Fino al 29 settembre, lo Spazio Search in Largo Carlo Felice 2 a Cagliari ospita un’esposizione di oltre 80 fotografie raffiguranti la vita in alcune comunità agro-pastorali sarde, scattate tra il 1905 e il 1927 da Max Leopold Wagner, insigne linguista e antropologo tedesco.
Annoverato tra i padri della linguistica storica e della geografia linguistica, Wagner soggiornò su quasi tutto il territorio regionale nel corso di ripetuti viaggi. Immergersi il più a lungo possibile all’interno delle comunità: questa la prassi che, da inclinazione spontanea, divenne per Wagner metodo scientifico.

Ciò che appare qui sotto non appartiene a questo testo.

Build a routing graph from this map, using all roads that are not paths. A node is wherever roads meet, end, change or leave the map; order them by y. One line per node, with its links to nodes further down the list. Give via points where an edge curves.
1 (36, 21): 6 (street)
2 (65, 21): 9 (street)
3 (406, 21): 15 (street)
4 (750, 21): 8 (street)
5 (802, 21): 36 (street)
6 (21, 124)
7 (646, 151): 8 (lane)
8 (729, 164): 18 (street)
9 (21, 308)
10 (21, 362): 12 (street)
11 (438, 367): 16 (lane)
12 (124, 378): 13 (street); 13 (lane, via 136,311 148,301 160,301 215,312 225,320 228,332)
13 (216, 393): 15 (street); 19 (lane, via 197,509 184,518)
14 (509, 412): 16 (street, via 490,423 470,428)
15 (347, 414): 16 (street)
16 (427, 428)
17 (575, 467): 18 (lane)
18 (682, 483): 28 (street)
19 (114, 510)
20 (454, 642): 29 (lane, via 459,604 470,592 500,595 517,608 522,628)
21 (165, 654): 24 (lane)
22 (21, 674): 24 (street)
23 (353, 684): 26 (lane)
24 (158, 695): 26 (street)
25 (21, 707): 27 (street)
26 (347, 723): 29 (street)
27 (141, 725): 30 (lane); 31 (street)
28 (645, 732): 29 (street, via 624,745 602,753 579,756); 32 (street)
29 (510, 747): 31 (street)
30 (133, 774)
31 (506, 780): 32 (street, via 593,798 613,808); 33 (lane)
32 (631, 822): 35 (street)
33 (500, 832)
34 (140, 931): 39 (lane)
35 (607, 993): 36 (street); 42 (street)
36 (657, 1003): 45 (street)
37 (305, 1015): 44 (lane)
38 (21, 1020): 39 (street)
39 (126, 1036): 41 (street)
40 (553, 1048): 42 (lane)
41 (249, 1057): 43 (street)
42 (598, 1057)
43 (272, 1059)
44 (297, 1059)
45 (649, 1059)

Non semplice compilatore di una lista di parole, ma testimone oculare della vita quotidiana in Sardegna.
Un ruolo di rilievo nell’indagine fotografica di Wagner è occupato dalla figura femminile, spesso ritratta durante i lavori domestici.

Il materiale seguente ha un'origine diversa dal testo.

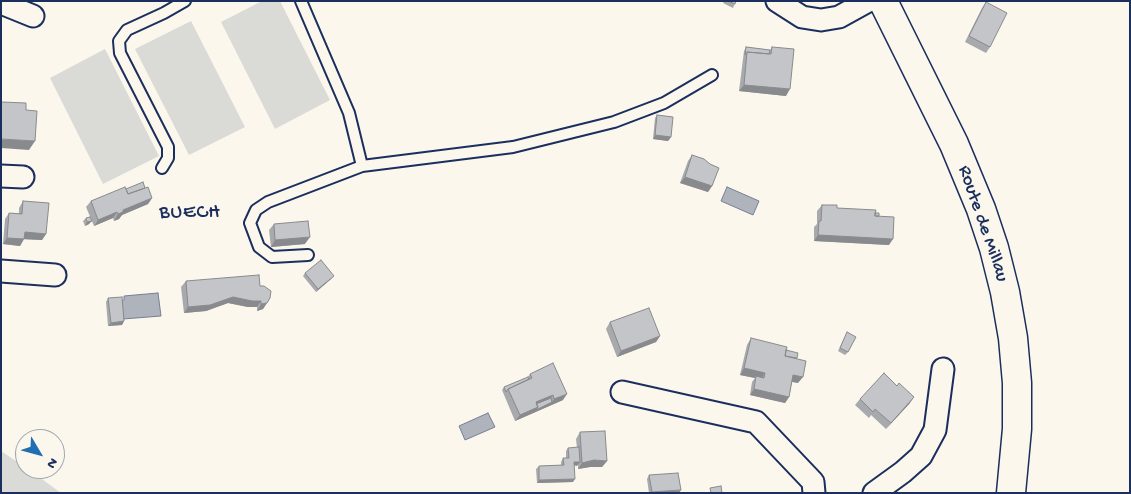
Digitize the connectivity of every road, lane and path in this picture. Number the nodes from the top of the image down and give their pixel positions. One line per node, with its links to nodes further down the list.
1 (185, 1): 10 (lane)
2 (301, 1): 9 (lane)
3 (777, 1): 4 (street)
4 (868, 1)
5 (883, 1): 20 (main road, Route de Millau)
6 (1, 3): 7 (street)
7 (33, 16)
8 (712, 75): 9 (lane)
9 (362, 166): 13 (lane)
10 (162, 168)
11 (1, 176): 12 (street)
12 (23, 177)
13 (308, 255)
14 (1, 271): 15 (street)
15 (55, 275)
16 (943, 368): 19 (street)
17 (622, 392): 18 (street)
18 (814, 493)
19 (874, 493)
20 (1011, 493)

Duro lavoro e grande sensibilità: questa l’essenza della donna sarda secondo Wagner. Alle donne lo studioso attribuisce l’invenzione dei testi per i mutos, canti d’amore malinconici per alleviare la fatica del lavoro. «le lacrime sono acqua, i sospiri sono vento; smettila! se hai sentimento, non parlare d’amore».
I villaggi sono il luogo dove Wagner incontra donne, anziani e bambini: assenti gli uomini e i giovani in forze. Per documentare le loro attività bisogna raggiungere la campagna – è qui che si incontrano falciatori di grano – o il mare coi suoi pescatori di murene.
Gli scatti di Wagner, realizzati con una camera 9×12, sono spesso fuori fuoco e si contraddistinguono per una certa trascuratezza tecnica a dimostrare il valore principalmente documentale che Wagner attribuì alla sua opera. E tuttavia, nonostante i difetti di sovra o sotto esposizione, la collezione vanta degli scatti di indiscutibile modernità, come nel caso del falciatore di grano di Mogoro.
Quello che gli studiosi hanno ipotizzato è che il lavoro di Wagner sia suddivisibile in tre livelli: all’inizio, lo sguardo più ampio possibile sul villaggio o la città (riscontrabile nelle numerose vedute della città di Nuoro); in seguito, uno sguardo ravvicinato e rivolto agli abitanti del villaggio nelle loro attività al di fuori delle abitazioni; infine, quando possibile, le immagini più intime di interni casalinghe, vere stanze di vita quotidiana.
Una spiccata predilezione per i villaggi rurali lo portò a vivere per molti anni nei piccoli centri, osservando con occhio acuto la vita misera dei contadini e dei servi pastori. Non mancarono però i soggiorni nelle più grandi città della Sardegna, come Sassari e Nuoro e, certamente, nel capoluogo sardo, Cagliari. Le palafitte dei pescatori sullo stagno, i picciocus de crobi (giovani abbandonati dalle loro famiglie e, per questo, costretti a vivere di espedienti), giovani donne incredibilmente sorridenti alle prese con i lavori domestici, sono solo alcuni dei protagonisti della Cagliari degli anni venti del secolo scorso.
La mostra, curata da Illisso Edizioni in collaborazione con l’Istituto Superiore Regionale Etnografico, è visitabile fino al 29 settembre. L’ingresso è libero.